BEGIN

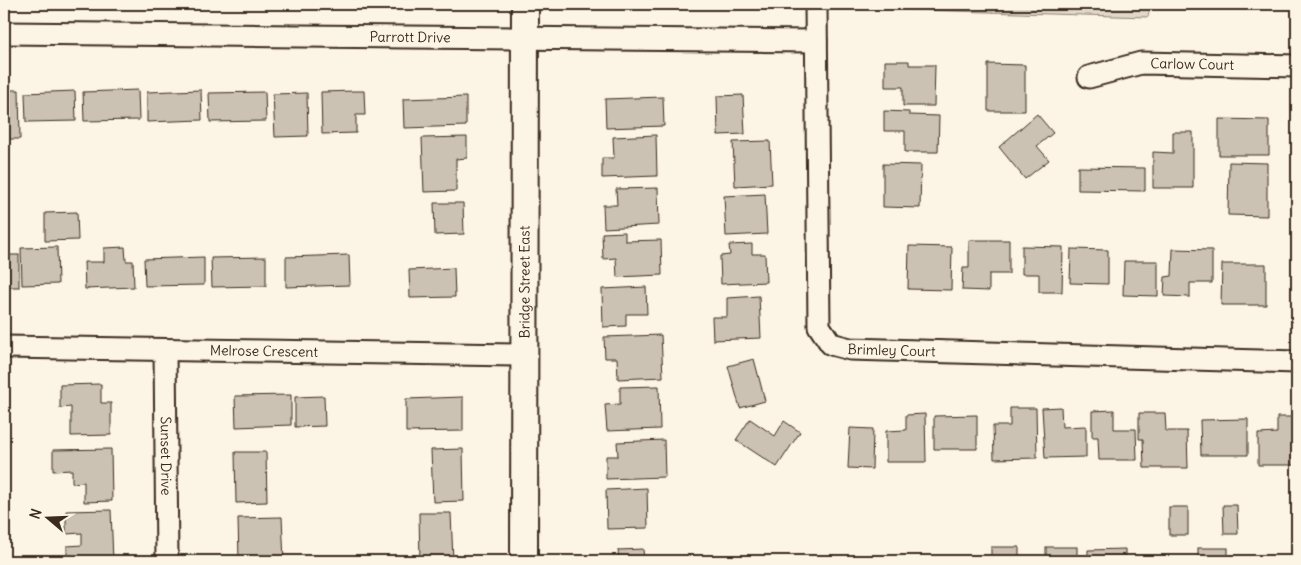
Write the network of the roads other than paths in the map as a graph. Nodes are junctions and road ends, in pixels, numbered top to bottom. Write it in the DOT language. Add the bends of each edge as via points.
graph roads {
  1 [pos="525,4"];
  2 [pos="816,4"];
  3 [pos="4,33"];
  4 [pos="525,40"];
  5 [pos="816,41"];
  6 [pos="1297,66"];
  7 [pos="1089,77"];
  8 [pos="4,347"];
  9 [pos="166,350"];
  10 [pos="524,355"];
  11 [pos="1297,362"];
  12 [pos="167,561"];
  13 [pos="524,561"];
  1 -- 4 [label="street, Bridge Street East"];
  2 -- 5 [label="street, Brimley Court"];
  3 -- 4 [label="street, Parrott Drive"];
  4 -- 5 [label="street, Parrott Drive"];
  4 -- 10 [label="street, Bridge Street East"];
  5 -- 11 [label="street, Brimley Court" via="819,326 831,344 850,349"];
  6 -- 7 [label="street, Carlow Court" via="1142,63"];
  8 -- 9 [label="street, Melrose Crescent"];
  9 -- 10 [label="street, Melrose Crescent"];
  9 -- 12 [label="street, Sunset Drive"];
  10 -- 13 [label="street, Bridge Street East"];
}
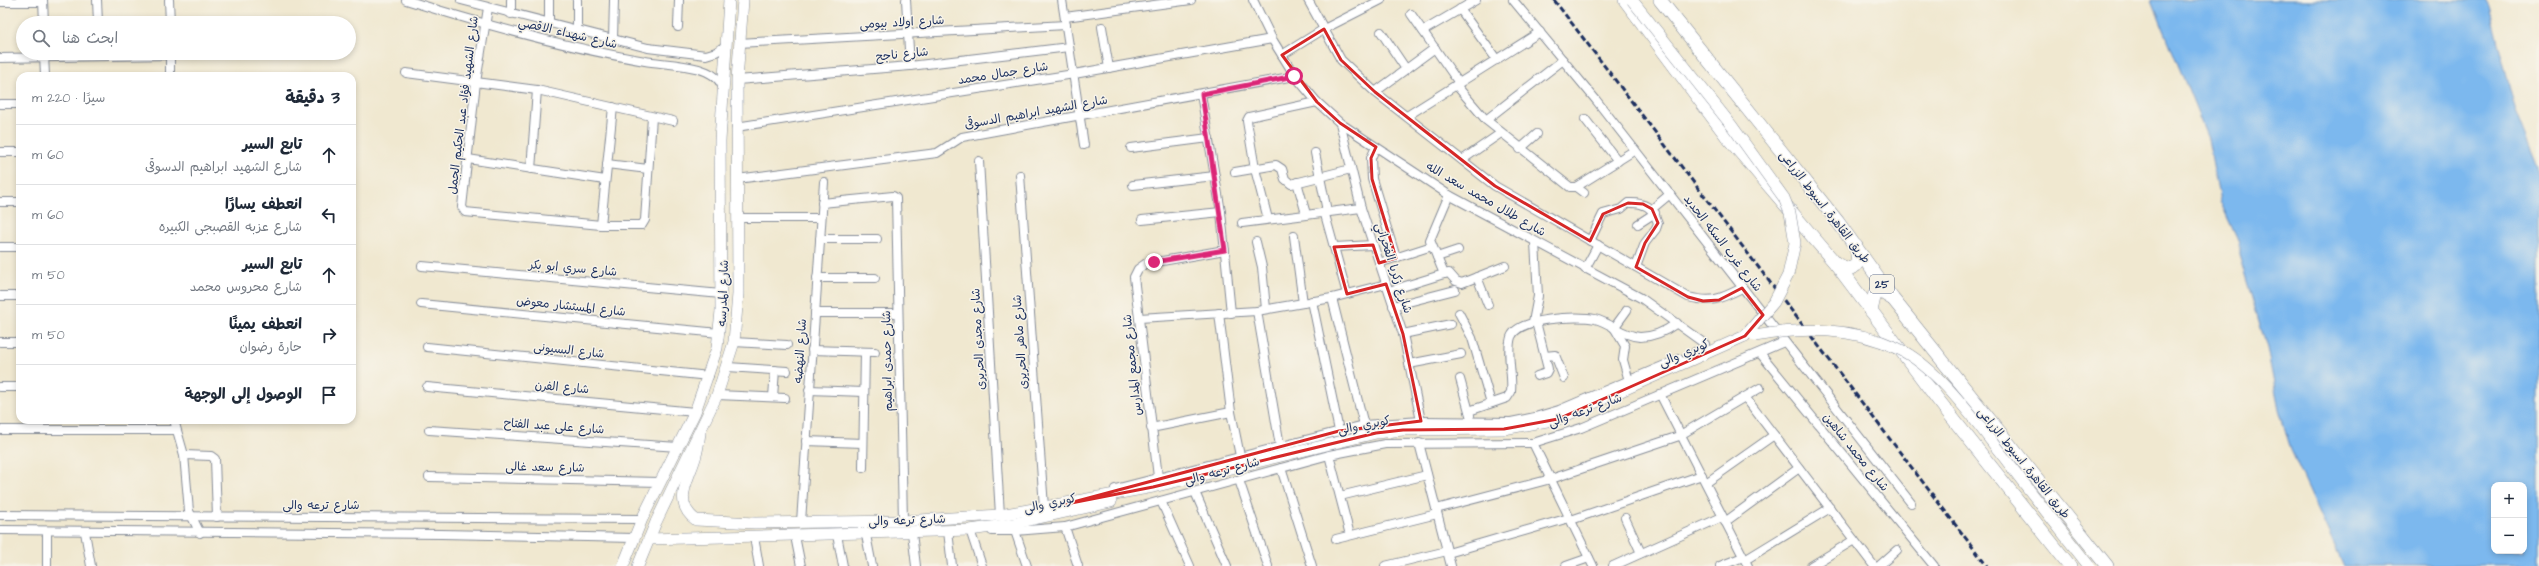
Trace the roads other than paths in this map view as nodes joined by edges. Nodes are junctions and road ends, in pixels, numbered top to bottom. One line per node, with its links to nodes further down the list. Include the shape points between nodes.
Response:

END

**ABOUT THIS TASK**
Print the line containing "Trace the roads", then every line after it through the last line of the records, each exactly as written; nothing else belongs in the answer.

**TASK SOLUTION**
Trace the roads other than paths in this map view as nodes joined by edges. Nodes are junctions and road ends, in pixels, numbered top to bottom. One line per node, with its links to nodes further down the list. Include the shape points between nodes.
Response:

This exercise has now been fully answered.